Las respuestas a ese cruce no se hicieron esperar, y fueron incluso más allá:
Escrache e impunidad
Vecinos de Villa Crespo, donde vive uno de los seis muchachos que participaron del ataque grupal en Palermo, convocaron a través de las redes a una pegatina de afiches para dejarlo en evidencia: "Que sepan que no se la van a llevar de arriba", es la consigna.
"Estamos organizado con vecinxs una pegada de afiches por el barrio.
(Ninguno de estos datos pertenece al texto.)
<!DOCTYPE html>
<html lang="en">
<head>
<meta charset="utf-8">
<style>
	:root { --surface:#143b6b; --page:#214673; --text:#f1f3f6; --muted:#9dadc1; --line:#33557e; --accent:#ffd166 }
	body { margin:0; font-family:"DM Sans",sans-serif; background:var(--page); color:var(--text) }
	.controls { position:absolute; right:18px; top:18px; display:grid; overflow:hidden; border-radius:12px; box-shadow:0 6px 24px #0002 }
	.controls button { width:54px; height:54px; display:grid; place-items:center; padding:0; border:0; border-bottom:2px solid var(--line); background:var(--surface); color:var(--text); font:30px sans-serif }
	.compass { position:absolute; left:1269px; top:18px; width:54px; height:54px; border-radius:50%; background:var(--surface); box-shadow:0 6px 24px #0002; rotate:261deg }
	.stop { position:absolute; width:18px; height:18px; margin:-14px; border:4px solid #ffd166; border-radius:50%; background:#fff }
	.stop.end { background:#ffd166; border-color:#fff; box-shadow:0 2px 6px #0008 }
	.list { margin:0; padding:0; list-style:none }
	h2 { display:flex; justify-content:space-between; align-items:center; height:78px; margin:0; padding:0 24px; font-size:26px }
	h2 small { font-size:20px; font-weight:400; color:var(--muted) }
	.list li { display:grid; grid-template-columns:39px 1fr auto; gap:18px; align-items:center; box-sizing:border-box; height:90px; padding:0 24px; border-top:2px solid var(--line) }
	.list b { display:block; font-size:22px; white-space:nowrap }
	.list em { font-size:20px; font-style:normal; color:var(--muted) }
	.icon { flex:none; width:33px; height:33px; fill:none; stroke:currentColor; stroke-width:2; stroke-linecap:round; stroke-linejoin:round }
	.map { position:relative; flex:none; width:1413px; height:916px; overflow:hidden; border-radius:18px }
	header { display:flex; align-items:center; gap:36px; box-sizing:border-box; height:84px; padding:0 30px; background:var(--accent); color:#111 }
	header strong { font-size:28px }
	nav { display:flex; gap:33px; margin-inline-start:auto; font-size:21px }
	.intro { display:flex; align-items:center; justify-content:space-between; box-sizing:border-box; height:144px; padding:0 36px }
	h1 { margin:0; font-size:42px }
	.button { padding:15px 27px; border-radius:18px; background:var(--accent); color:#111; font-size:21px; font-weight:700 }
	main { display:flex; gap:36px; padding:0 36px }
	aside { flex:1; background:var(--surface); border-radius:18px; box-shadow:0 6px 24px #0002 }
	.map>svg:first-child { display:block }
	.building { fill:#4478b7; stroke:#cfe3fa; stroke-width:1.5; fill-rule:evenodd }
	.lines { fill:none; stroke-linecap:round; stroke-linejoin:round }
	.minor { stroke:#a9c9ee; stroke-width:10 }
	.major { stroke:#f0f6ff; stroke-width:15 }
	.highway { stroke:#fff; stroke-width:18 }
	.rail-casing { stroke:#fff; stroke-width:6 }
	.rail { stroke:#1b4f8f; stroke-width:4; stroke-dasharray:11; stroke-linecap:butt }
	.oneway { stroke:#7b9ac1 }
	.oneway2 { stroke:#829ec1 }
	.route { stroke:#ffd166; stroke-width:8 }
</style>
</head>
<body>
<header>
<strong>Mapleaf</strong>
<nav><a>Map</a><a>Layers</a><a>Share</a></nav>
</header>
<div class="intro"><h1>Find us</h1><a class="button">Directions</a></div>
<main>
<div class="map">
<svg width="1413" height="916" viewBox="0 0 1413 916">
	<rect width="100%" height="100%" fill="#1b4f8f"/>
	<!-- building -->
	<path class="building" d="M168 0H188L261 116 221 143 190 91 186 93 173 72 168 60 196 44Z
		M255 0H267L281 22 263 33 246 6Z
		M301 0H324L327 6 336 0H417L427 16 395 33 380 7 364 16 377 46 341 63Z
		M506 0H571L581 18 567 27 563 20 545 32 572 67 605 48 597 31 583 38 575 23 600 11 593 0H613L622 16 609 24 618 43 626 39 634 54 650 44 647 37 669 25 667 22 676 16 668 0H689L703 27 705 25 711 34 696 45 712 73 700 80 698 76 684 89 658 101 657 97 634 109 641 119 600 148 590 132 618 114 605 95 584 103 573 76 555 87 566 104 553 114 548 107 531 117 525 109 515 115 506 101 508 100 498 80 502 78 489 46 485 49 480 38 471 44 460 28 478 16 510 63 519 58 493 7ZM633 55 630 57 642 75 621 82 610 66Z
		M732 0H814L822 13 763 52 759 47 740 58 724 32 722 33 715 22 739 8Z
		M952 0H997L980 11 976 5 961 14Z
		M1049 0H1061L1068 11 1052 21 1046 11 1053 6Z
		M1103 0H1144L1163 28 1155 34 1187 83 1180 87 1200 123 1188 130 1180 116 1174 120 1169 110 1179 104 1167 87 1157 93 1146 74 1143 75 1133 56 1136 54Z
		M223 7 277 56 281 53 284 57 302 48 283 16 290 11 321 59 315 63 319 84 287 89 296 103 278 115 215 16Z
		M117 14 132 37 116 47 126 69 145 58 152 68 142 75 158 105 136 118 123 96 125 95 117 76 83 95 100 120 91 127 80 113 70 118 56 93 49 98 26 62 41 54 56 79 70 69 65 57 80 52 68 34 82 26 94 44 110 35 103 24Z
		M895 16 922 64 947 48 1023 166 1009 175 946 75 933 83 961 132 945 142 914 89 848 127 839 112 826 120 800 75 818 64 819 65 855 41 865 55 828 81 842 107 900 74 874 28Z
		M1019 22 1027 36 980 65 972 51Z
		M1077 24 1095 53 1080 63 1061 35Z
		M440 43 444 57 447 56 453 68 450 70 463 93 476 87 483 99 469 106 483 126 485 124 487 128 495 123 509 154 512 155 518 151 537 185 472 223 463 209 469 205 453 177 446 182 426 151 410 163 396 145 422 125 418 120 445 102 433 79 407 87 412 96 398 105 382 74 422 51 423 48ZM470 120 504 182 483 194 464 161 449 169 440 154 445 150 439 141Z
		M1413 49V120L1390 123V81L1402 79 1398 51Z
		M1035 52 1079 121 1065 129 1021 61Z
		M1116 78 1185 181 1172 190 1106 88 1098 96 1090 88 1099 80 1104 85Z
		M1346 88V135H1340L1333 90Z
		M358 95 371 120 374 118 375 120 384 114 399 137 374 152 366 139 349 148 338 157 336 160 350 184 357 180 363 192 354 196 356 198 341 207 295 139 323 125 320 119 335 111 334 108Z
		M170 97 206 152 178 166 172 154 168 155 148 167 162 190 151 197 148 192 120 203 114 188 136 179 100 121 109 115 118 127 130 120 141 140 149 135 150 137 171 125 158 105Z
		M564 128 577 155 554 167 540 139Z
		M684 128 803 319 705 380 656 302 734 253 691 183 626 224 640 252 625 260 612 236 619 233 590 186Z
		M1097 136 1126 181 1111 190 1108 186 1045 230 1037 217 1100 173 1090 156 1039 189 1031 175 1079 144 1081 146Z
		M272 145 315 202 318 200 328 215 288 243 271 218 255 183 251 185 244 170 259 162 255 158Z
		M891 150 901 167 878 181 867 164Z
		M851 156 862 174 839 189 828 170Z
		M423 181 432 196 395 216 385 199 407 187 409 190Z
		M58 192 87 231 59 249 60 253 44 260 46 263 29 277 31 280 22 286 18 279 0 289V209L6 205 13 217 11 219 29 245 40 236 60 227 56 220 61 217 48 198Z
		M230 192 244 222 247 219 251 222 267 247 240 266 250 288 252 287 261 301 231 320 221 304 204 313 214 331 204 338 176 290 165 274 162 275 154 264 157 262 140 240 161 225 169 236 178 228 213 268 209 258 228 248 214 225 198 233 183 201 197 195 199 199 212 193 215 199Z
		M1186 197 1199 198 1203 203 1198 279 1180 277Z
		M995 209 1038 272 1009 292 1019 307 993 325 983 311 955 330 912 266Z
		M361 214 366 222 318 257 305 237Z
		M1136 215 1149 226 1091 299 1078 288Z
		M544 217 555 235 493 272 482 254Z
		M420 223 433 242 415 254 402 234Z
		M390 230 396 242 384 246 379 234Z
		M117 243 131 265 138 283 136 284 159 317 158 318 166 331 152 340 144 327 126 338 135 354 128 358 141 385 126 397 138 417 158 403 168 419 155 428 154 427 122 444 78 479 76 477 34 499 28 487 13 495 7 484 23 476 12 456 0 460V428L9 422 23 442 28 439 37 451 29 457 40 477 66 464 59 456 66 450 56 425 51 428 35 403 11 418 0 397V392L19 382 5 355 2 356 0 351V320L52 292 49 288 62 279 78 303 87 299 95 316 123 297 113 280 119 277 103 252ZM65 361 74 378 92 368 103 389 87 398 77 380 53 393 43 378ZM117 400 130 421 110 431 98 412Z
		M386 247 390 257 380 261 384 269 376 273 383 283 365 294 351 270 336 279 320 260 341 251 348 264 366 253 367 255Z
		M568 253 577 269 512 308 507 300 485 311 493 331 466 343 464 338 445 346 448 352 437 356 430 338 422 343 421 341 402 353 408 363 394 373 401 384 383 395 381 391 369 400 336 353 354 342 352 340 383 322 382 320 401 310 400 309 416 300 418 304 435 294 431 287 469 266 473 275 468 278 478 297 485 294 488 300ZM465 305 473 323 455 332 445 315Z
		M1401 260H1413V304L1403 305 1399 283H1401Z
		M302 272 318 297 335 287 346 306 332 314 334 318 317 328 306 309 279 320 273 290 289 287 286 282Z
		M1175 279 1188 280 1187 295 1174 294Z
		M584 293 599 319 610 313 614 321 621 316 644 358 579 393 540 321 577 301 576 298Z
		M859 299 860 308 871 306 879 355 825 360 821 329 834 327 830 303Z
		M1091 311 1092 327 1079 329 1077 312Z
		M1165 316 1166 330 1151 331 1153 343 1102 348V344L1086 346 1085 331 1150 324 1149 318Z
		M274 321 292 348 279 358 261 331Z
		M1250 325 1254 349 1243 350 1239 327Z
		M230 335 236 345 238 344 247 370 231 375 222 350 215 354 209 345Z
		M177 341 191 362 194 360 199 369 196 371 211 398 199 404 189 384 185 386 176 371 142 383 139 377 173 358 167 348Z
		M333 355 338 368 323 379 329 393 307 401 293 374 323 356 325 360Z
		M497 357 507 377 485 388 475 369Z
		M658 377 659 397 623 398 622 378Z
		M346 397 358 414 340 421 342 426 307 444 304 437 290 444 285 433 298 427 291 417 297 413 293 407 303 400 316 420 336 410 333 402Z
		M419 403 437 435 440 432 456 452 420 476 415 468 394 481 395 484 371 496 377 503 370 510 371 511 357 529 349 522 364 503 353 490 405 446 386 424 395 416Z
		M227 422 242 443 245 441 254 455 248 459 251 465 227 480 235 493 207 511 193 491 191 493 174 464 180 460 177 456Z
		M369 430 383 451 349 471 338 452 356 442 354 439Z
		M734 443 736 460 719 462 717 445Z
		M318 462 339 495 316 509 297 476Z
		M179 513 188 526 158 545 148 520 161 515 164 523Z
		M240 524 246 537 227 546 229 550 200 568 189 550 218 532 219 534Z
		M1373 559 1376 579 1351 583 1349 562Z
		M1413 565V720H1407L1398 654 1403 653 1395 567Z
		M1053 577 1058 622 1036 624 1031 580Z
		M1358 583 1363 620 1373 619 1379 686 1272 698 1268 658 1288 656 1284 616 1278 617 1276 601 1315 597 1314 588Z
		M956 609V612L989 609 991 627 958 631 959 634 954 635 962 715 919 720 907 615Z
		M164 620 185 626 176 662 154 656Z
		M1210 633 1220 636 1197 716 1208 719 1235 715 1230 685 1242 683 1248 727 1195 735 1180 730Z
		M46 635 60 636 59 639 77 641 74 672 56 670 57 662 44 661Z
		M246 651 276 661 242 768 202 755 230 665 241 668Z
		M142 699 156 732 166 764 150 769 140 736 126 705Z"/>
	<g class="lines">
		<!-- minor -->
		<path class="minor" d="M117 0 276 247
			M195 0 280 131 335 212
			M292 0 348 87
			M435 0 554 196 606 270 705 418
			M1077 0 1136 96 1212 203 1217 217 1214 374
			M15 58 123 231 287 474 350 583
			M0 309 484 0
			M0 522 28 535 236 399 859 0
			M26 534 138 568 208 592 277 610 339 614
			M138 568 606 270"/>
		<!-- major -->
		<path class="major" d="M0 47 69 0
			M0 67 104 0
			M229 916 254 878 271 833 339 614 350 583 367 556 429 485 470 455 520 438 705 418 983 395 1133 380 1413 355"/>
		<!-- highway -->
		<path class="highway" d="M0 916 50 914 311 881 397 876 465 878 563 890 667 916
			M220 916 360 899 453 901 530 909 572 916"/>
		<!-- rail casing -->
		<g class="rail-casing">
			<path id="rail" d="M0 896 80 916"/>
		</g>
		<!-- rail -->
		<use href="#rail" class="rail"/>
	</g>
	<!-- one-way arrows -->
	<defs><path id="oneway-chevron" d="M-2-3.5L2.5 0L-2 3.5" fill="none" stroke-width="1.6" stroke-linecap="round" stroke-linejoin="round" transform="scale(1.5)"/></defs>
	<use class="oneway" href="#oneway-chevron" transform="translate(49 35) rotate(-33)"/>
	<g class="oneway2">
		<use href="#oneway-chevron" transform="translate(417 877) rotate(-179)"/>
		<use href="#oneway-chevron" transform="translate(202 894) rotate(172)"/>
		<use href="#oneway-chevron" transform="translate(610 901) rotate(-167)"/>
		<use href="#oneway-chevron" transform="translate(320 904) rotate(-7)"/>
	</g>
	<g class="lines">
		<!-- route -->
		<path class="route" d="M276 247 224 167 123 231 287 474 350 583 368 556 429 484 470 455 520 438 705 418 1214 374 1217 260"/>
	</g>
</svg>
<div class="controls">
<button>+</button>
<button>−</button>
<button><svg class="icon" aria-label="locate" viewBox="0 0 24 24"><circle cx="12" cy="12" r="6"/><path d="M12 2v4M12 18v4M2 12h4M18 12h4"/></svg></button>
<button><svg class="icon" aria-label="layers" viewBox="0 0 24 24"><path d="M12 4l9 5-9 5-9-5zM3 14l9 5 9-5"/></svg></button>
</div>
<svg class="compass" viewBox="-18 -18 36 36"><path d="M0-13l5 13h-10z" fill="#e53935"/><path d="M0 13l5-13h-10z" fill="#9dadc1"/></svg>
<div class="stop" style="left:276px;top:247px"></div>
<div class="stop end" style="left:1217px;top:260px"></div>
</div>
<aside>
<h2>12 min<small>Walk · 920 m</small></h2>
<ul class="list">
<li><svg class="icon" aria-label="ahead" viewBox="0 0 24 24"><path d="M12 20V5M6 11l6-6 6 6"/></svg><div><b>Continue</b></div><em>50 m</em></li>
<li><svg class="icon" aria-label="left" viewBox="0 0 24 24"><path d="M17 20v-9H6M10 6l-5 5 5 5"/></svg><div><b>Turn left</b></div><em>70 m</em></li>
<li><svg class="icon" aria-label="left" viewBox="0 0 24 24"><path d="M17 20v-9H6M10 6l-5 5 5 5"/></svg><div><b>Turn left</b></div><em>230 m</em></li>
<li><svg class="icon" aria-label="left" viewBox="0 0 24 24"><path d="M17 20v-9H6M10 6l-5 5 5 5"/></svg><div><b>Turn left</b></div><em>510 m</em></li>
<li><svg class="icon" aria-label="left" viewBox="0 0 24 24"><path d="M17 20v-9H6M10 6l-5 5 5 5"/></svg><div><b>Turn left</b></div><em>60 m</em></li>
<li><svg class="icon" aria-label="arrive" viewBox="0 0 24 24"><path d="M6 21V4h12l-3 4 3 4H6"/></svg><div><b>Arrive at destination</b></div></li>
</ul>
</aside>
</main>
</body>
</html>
Que sepan que los estamos mirando y que no se la van a llevar de arriba", dice el afiche que está circulando en 'Facebook'.
Esta muestra de indignación lleva a preguntarse si la violación colectiva en Palermo no es un síntoma de la impunidad judicial ante los abusos sexuales.
En 'Crónica HD', el abogado Omar Saker calificó la aberrante acción de los 6 hombres como delito de "abuso sexual con acceso carnal con el agravante de ser gravemente ultrajante", y dijo en cuanto a la posible pena, que "estamos hablando de máximo 15 años de prisión si no concursa con algún otro delito"... Lejos, muy lejos, de la furia que se desató en las redes.
Hoy los seis detenidos por la brutal violación en grupo de una joven de 20 años ocurrida ayer por la tarde dentro de un Volkswagen Gol blanco sobre la calle Serrano aguardaban en distintas celdas de comisarías de la Policía de la Ciudad la citación a indagatoria de la Justicia para responder por el delito de abuso sexual agravado.
Los acusados son Ángel Pascual Ramos, de 23 años, domicilio en Laferrere, Tomás Fabián Domínguez, 21 años, oriundo de San Miguel, Lautaro Dante Ciongo Pasotti, 24 años, San Martín, Ignacio Retondo, 22 años, Vicente López, Steven Alexis Cuzzoni, de 20 años, radicado en Villa Crespo y Franco Jesús Lykan, 24 años, de Vicente López.
Cuatro de ellos habrían abusado de la joven, mientras los dos restantes se sentaban en la vereda a tocar la guitarra a modo de distracción y campana.
Ramos sería el más complicado de todos: según el informe policial posterior, fue encontrado a casi una cuadra del lugar mientras intentaba llevarse a la víctima por la fuerza luego de que una vecina alertara a efectivos de la fuerza porteña de lo que ocurría.
Los acusados fueron separados para ser encerrados en diferentes comisarías y están incomunicados.